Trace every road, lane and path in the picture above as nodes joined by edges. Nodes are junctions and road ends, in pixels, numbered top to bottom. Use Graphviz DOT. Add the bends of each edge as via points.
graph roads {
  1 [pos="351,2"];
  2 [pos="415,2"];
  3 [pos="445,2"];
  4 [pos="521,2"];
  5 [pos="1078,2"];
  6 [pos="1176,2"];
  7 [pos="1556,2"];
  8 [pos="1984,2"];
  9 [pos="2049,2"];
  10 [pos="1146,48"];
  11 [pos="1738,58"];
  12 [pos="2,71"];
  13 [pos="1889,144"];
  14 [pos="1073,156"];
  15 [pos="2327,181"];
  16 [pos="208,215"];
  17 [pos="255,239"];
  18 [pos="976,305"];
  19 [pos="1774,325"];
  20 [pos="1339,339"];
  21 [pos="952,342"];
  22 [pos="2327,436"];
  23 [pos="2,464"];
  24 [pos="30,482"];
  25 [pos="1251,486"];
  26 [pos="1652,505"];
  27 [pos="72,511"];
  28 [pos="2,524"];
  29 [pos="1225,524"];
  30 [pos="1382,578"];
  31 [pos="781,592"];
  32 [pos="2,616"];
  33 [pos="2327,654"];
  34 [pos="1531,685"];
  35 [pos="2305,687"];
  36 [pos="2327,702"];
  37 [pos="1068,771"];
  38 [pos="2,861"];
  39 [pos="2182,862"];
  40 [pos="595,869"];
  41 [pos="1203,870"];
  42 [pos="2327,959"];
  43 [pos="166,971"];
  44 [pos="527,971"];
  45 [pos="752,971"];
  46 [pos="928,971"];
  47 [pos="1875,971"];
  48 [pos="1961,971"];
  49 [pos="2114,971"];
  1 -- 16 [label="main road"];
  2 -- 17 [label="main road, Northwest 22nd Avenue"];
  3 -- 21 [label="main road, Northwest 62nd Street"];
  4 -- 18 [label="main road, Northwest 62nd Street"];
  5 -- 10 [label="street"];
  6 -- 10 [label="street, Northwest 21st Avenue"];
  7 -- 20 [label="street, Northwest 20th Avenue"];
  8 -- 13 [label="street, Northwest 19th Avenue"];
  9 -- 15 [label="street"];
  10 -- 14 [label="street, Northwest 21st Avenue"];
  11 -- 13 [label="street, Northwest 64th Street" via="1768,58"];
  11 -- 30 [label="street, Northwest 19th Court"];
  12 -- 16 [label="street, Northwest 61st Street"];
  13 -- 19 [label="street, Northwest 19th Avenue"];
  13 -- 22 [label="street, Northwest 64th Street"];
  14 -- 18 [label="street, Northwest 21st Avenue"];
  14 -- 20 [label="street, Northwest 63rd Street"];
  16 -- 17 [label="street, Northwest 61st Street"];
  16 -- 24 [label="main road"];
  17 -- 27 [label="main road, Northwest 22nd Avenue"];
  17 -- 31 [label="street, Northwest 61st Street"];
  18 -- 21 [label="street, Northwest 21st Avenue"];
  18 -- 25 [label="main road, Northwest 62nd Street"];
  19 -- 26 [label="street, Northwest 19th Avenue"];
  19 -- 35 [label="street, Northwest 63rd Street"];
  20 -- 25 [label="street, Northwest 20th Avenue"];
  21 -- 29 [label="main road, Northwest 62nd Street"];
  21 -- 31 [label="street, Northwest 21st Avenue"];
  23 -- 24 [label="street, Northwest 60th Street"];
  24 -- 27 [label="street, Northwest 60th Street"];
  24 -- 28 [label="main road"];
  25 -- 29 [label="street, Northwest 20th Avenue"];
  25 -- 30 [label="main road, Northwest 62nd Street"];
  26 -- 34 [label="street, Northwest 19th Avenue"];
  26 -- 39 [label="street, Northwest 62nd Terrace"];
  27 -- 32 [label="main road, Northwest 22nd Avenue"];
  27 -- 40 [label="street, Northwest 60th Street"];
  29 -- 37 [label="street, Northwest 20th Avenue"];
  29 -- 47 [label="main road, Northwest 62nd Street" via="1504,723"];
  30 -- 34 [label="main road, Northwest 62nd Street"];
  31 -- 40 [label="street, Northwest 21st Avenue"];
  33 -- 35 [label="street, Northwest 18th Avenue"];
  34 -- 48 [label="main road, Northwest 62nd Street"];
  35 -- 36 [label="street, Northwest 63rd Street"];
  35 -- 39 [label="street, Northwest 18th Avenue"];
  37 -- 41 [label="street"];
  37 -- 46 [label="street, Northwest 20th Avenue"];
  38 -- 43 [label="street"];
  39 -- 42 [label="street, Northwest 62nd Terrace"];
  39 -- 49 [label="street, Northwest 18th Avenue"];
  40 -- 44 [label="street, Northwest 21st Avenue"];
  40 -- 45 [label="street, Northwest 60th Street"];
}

■ ■ ■ ■ ■

* **Task requirements**
Return the whole listing above verbatim.

* **Expected output**
Trace every road, lane and path in the picture above as nodes joined by edges. Nodes are junctions and road ends, in pixels, numbered top to bottom. Use Graphviz DOT. Add the bends of each edge as via points.
graph roads {
  1 [pos="351,2"];
  2 [pos="415,2"];
  3 [pos="445,2"];
  4 [pos="521,2"];
  5 [pos="1078,2"];
  6 [pos="1176,2"];
  7 [pos="1556,2"];
  8 [pos="1984,2"];
  9 [pos="2049,2"];
  10 [pos="1146,48"];
  11 [pos="1738,58"];
  12 [pos="2,71"];
  13 [pos="1889,144"];
  14 [pos="1073,156"];
  15 [pos="2327,181"];
  16 [pos="208,215"];
  17 [pos="255,239"];
  18 [pos="976,305"];
  19 [pos="1774,325"];
  20 [pos="1339,339"];
  21 [pos="952,342"];
  22 [pos="2327,436"];
  23 [pos="2,464"];
  24 [pos="30,482"];
  25 [pos="1251,486"];
  26 [pos="1652,505"];
  27 [pos="72,511"];
  28 [pos="2,524"];
  29 [pos="1225,524"];
  30 [pos="1382,578"];
  31 [pos="781,592"];
  32 [pos="2,616"];
  33 [pos="2327,654"];
  34 [pos="1531,685"];
  35 [pos="2305,687"];
  36 [pos="2327,702"];
  37 [pos="1068,771"];
  38 [pos="2,861"];
  39 [pos="2182,862"];
  40 [pos="595,869"];
  41 [pos="1203,870"];
  42 [pos="2327,959"];
  43 [pos="166,971"];
  44 [pos="527,971"];
  45 [pos="752,971"];
  46 [pos="928,971"];
  47 [pos="1875,971"];
  48 [pos="1961,971"];
  49 [pos="2114,971"];
  1 -- 16 [label="main road"];
  2 -- 17 [label="main road, Northwest 22nd Avenue"];
  3 -- 21 [label="main road, Northwest 62nd Street"];
  4 -- 18 [label="main road, Northwest 62nd Street"];
  5 -- 10 [label="street"];
  6 -- 10 [label="street, Northwest 21st Avenue"];
  7 -- 20 [label="street, Northwest 20th Avenue"];
  8 -- 13 [label="street, Northwest 19th Avenue"];
  9 -- 15 [label="street"];
  10 -- 14 [label="street, Northwest 21st Avenue"];
  11 -- 13 [label="street, Northwest 64th Street" via="1768,58"];
  11 -- 30 [label="street, Northwest 19th Court"];
  12 -- 16 [label="street, Northwest 61st Street"];
  13 -- 19 [label="street, Northwest 19th Avenue"];
  13 -- 22 [label="street, Northwest 64th Street"];
  14 -- 18 [label="street, Northwest 21st Avenue"];
  14 -- 20 [label="street, Northwest 63rd Street"];
  16 -- 17 [label="street, Northwest 61st Street"];
  16 -- 24 [label="main road"];
  17 -- 27 [label="main road, Northwest 22nd Avenue"];
  17 -- 31 [label="street, Northwest 61st Street"];
  18 -- 21 [label="street, Northwest 21st Avenue"];
  18 -- 25 [label="main road, Northwest 62nd Street"];
  19 -- 26 [label="street, Northwest 19th Avenue"];
  19 -- 35 [label="street, Northwest 63rd Street"];
  20 -- 25 [label="street, Northwest 20th Avenue"];
  21 -- 29 [label="main road, Northwest 62nd Street"];
  21 -- 31 [label="street, Northwest 21st Avenue"];
  23 -- 24 [label="street, Northwest 60th Street"];
  24 -- 27 [label="street, Northwest 60th Street"];
  24 -- 28 [label="main road"];
  25 -- 29 [label="street, Northwest 20th Avenue"];
  25 -- 30 [label="main road, Northwest 62nd Street"];
  26 -- 34 [label="street, Northwest 19th Avenue"];
  26 -- 39 [label="street, Northwest 62nd Terrace"];
  27 -- 32 [label="main road, Northwest 22nd Avenue"];
  27 -- 40 [label="street, Northwest 60th Street"];
  29 -- 37 [label="street, Northwest 20th Avenue"];
  29 -- 47 [label="main road, Northwest 62nd Street" via="1504,723"];
  30 -- 34 [label="main road, Northwest 62nd Street"];
  31 -- 40 [label="street, Northwest 21st Avenue"];
  33 -- 35 [label="street, Northwest 18th Avenue"];
  34 -- 48 [label="main road, Northwest 62nd Street"];
  35 -- 36 [label="street, Northwest 63rd Street"];
  35 -- 39 [label="street, Northwest 18th Avenue"];
  37 -- 41 [label="street"];
  37 -- 46 [label="street, Northwest 20th Avenue"];
  38 -- 43 [label="street"];
  39 -- 42 [label="street, Northwest 62nd Terrace"];
  39 -- 49 [label="street, Northwest 18th Avenue"];
  40 -- 44 [label="street, Northwest 21st Avenue"];
  40 -- 45 [label="street, Northwest 60th Street"];
}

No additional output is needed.